Make an exact copy of the records below, leaving every image out.

#####

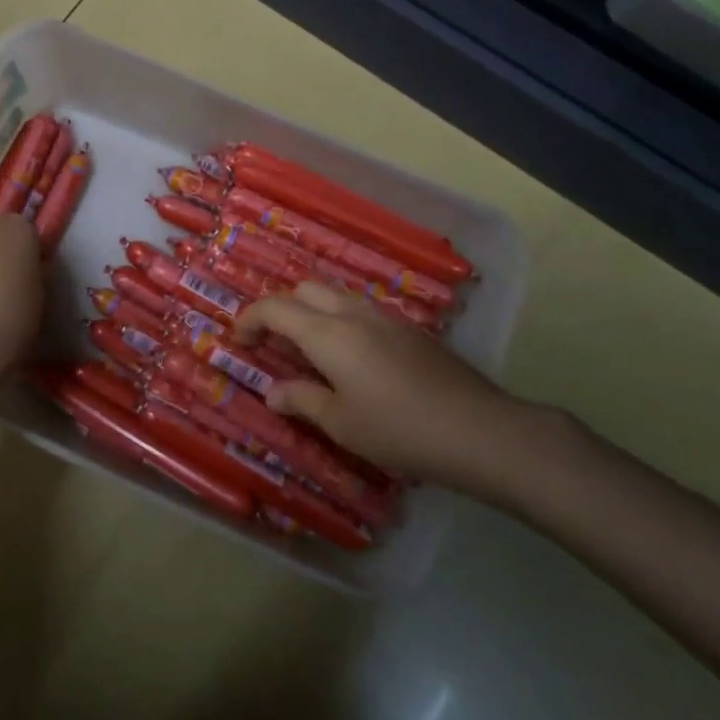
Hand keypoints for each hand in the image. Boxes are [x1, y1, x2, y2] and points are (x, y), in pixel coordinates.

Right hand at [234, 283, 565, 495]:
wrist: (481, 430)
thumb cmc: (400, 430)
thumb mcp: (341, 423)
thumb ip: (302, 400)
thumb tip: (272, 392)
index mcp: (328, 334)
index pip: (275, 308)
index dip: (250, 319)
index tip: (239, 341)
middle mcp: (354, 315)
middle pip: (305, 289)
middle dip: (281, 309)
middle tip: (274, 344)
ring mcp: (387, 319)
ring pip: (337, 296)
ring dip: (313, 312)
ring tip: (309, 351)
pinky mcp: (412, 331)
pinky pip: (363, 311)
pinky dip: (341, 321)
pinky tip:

#####

• _RESPONSE_
Hand keypoints for each hand in the image. Boxes are [x1, y1, x2, y2] and points are (x, y), in pixel coordinates.

Right hand at [234, 283, 565, 495]:
wrist: (481, 430)
thumb cmc: (400, 430)
thumb mcp: (341, 423)
thumb ip: (302, 400)
thumb tip: (272, 392)
index mcp: (328, 334)
index pip: (275, 308)
index dip: (250, 319)
index tip: (239, 341)
middle mcp: (354, 315)
middle pip: (305, 289)
middle dip: (281, 309)
middle tip: (274, 344)
ring mcp: (387, 319)
ring pip: (337, 296)
ring dip: (313, 312)
ring tip: (309, 351)
pinky mcp: (412, 331)
pinky pip: (363, 311)
pinky dip: (341, 321)
pinky tip:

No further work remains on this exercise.